Which business entity should I choose?” is often the first legal issue that comes to the mind of small business owners. But the way they go about deciding is often like trying to hammer a square peg into a round hole. They try to make their business fit a particular form, rather than determine which form best fits the business.

So rather than asking “S Corp versus LLC?” a better place to start is by asking yourself questions about your business and where you want to take it. You need to weigh and balance different considerations. For example, as I mention in my article “How to Choose the Business Structure That’s Right for You,” you’ll want to look at a number of factors, including:

  1. What are your ultimate exit strategy goals for the company? Will you want to sell it, pass it on to others or simply have it provide you with a livelihood while you are able to work? Your answer will have a definite bearing on which form will help you achieve that goal.

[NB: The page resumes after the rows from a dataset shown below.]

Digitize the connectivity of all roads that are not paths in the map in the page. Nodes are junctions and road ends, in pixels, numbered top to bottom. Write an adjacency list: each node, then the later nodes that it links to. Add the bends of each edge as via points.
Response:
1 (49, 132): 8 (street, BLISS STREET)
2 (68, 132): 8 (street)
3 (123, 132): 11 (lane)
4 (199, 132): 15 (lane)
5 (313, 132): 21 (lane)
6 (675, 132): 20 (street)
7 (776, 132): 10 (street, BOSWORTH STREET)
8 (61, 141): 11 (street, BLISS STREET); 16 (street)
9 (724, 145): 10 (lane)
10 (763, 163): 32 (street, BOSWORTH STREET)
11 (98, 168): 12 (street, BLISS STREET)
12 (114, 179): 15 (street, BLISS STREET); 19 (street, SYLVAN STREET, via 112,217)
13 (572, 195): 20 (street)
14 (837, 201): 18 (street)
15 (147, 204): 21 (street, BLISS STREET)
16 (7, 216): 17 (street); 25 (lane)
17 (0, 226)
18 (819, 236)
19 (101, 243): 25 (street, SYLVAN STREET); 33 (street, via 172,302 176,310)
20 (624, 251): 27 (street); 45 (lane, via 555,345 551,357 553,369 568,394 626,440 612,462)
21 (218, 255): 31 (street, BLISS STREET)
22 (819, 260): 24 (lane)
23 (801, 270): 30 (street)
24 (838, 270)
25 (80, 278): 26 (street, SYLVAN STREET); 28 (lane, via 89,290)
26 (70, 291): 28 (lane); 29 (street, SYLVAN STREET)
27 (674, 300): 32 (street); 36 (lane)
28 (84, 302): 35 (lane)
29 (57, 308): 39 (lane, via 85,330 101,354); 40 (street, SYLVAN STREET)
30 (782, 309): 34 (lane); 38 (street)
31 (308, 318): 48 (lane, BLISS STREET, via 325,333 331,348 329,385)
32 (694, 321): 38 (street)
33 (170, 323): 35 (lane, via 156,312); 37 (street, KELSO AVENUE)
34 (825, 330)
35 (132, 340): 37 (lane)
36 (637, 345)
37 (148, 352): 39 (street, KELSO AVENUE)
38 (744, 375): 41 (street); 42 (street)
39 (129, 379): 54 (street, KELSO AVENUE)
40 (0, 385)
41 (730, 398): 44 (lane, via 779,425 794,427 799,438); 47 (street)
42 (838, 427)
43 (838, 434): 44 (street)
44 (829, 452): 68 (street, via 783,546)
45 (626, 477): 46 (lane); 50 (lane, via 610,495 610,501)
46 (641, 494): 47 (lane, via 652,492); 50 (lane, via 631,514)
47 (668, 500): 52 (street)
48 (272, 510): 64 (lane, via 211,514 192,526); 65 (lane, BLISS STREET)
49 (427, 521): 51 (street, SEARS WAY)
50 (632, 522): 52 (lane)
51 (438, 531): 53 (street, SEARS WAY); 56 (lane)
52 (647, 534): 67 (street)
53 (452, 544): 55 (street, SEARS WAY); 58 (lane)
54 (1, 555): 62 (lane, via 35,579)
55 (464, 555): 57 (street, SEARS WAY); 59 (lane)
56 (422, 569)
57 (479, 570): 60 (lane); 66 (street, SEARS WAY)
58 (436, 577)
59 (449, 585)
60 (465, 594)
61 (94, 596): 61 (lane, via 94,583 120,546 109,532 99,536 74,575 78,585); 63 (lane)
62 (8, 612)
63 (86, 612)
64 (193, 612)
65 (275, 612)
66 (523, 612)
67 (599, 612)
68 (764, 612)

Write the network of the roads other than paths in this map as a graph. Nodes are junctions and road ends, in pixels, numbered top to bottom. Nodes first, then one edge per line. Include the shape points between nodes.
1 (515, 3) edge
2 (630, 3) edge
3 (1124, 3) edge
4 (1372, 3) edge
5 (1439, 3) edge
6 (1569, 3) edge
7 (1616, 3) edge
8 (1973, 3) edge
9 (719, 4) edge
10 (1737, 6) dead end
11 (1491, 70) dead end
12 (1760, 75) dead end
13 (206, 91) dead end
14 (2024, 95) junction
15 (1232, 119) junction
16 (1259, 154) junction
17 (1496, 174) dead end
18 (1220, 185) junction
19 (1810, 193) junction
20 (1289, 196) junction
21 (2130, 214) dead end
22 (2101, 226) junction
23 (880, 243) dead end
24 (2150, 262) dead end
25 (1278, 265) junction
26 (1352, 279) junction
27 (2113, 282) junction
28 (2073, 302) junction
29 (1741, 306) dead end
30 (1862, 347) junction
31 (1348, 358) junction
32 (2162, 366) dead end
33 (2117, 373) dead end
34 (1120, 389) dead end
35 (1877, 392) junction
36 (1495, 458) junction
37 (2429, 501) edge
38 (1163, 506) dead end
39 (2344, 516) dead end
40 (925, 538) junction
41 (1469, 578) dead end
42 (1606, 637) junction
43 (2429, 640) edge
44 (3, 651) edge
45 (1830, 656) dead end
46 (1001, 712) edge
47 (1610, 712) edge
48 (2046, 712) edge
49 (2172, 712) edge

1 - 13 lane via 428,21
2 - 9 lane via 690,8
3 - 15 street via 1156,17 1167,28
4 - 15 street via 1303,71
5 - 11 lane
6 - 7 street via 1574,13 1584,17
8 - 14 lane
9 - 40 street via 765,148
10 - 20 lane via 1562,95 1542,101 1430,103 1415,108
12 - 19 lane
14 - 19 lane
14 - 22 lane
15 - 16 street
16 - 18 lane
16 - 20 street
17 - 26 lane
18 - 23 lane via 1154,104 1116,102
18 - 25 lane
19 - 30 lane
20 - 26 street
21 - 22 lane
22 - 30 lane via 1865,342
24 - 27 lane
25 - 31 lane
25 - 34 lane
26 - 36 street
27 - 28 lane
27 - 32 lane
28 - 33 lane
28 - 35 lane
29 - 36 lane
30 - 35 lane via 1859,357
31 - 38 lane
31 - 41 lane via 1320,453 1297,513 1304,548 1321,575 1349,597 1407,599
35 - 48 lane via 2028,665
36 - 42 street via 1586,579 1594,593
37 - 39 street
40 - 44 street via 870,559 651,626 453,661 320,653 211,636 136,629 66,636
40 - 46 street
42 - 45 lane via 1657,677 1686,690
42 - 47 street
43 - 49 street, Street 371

  2. Do you intend to have more than one owner of your business? If so, that rules out a sole proprietorship.
  3. Who are the intended owners of the business? Are they U.S. citizens or resident aliens? If not, that rules out an S Corp.
  4. Will you have any passive investors in your company–those who are happy to leave the day-to-day management to you but want a greater percentage of the profits in exchange for their investment? If so, that rules out an S Corp.

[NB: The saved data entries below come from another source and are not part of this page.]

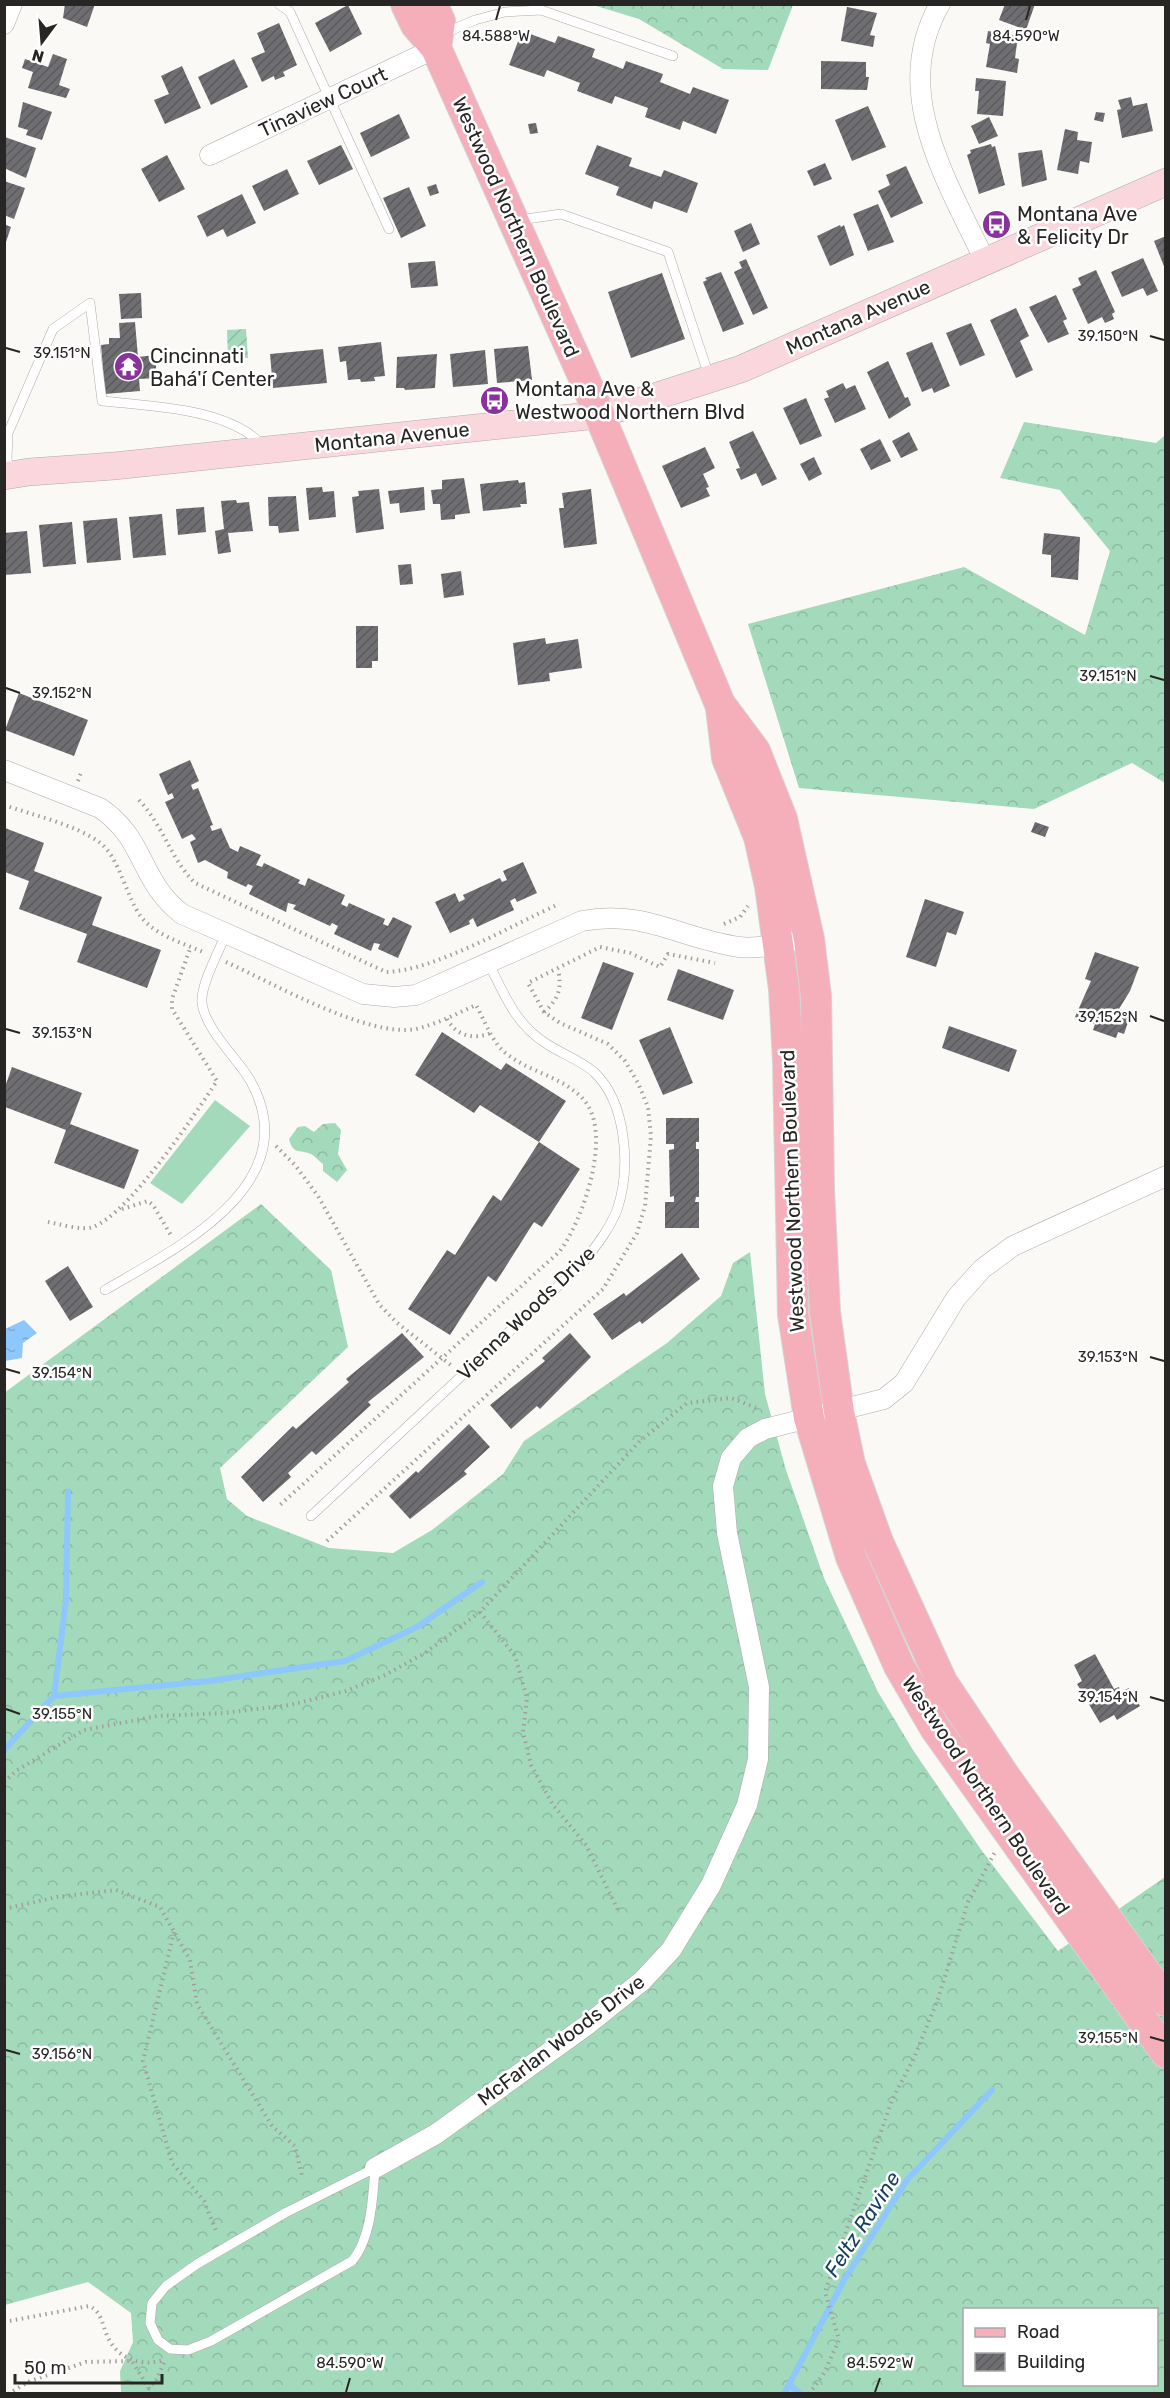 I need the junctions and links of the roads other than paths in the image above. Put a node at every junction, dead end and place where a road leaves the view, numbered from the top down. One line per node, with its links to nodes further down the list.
1 (12, 4): 6 (street)
2 (279, 4): 9 (lane)
3 (406, 4): 7 (main road, Westwood Northern Boulevard)
4 (432, 4): 7 (main road, Westwood Northern Boulevard)
5 (940, 4): 14 (street)
6 (4, 24)
7 (434, 41): 8 (lane); 9 (street, Tinaview Court); 12 (main road, Westwood Northern Boulevard)
8 (674, 56)
9 (330, 99): 10 (street, Tinaview Court); 13 (lane)
10 (210, 155)
11 (1166, 182): 14 (street, Montana Avenue)
12 (514, 221): 15 (lane); 16 (main road, Westwood Northern Boulevard)
13 (389, 229)
14 (985, 261): 15 (street, Montana Avenue)
15 (710, 380): 16 (street, Montana Avenue)
16 (598, 415): 17 (street, Montana Avenue); 19 (main road, Westwood Northern Boulevard)
17 (267, 450): 18 (street, Montana Avenue); 18 (lane)
18 (7, 476)
19 (720, 704): 22 (main road, Westwood Northern Boulevard); 23 (main road, Westwood Northern Boulevard)
20 (4, 770): 21 (street)
21 (226, 934): 24 (street); 26 (lane)
22 (809, 939): 23 (street); 27 (main road, Westwood Northern Boulevard)
23 (778, 944): 24 (street); 28 (main road, Westwood Northern Boulevard)
24 (489, 964): 29 (lane, Vienna Woods Drive)
25 (1166, 1176): 27 (street, McFarlan Woods Drive)
26 (105, 1290)
27 (839, 1412): 28 (street, McFarlan Woods Drive); 30 (main road, Westwood Northern Boulevard)
28 (809, 1418): 30 (main road, Westwood Northern Boulevard); 33 (street, McFarlan Woods Drive)
29 (311, 1516)
30 (1041, 1853): 31 (main road, Westwood Northern Boulevard); 32 (main road, Westwood Northern Boulevard)
31 (1166, 2001)
32 (1166, 2054)
33 (375, 2168): 33 (lane, McFarlan Woods Drive)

  5. Will you want to receive unemployment compensation in the event the business fails? If so, that may rule out a sole proprietorship or LLC.

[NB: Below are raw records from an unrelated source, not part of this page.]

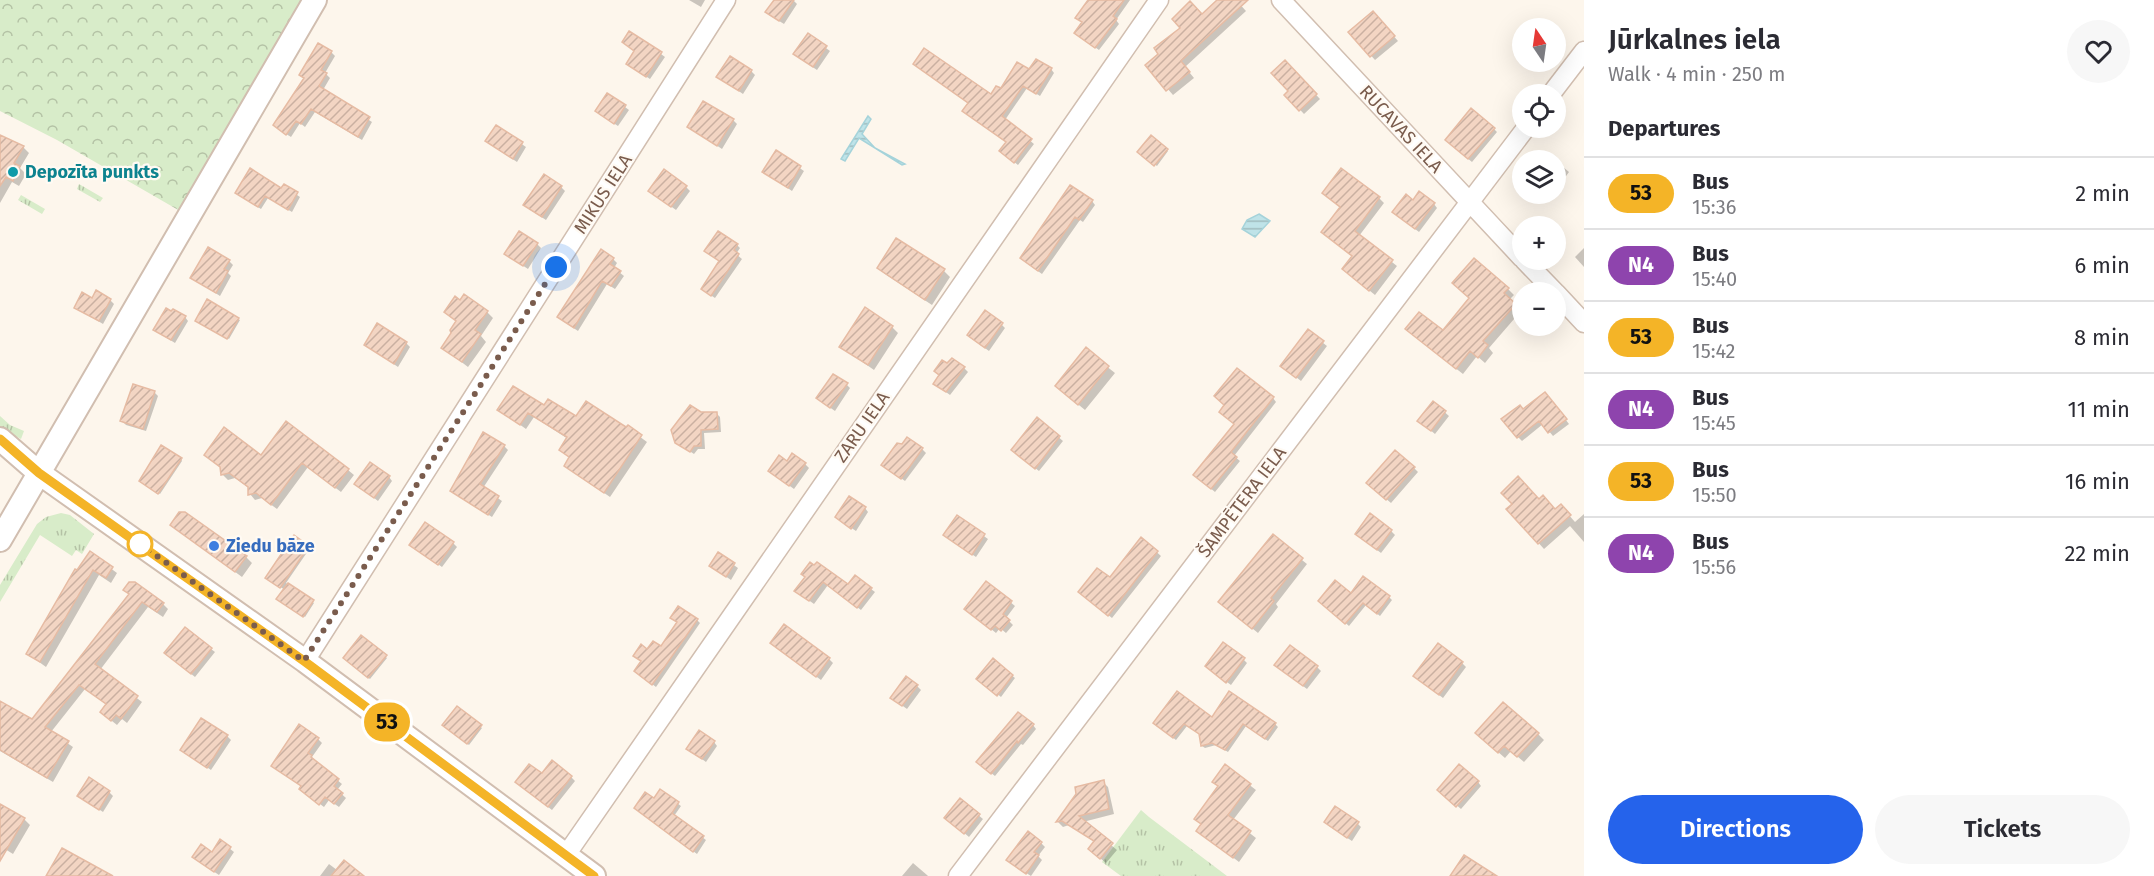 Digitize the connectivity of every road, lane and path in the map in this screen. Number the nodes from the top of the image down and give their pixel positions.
1 (315, 0) edge
2 (726, 0) edge
3 (1159, 0) edge
4 (1281, 0) edge
5 (1584, 51) edge
6 (1559, 84) edge
7 (1518, 138) edge
8 (1469, 203) junction
9 (1512, 248) edge
10 (1533, 270) edge
11 (1545, 282) edge
12 (1566, 304) edge
13 (1584, 323) edge
14 (0, 438) edge
15 (39, 473) junction
16 (0, 540) edge
17 (304, 661) junction
18 (566, 855) junction
19 (594, 876) edge
20 (958, 876) edge

1 - 15 street
2 - 17 street, MIKUS IELA
3 - 18 street, ZARU IELA
4 - 8 street, RUCAVAS IELA
5 - 6 street
7 - 8 street, ŠAMPĒTERA IELA
8 - 9 street, RUCAVAS IELA
8 - 20 street, ŠAMPĒTERA IELA
10 - 11 street, RUCAVAS IELA
12 - 13 street, RUCAVAS IELA
14 - 15 street
15 - 16 street
15 - 17 street
17 - 18 street
18 - 19 street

  6. Do you want to take advantage of tax planning? Depending on your projected earnings, you might find (surprisingly) that a C-Corp will be the form that provides you with the most options.

As you can see, there is no “best” form of business entity that will be right in all circumstances. So much depends on your business plans and individual desires. These are questions that online services such as LegalZoom can’t help you answer. Make sure to align yourself with an attorney and accountant who understand these issues, so that when you pour the foundation for your “house,” you’ll know it’s solid.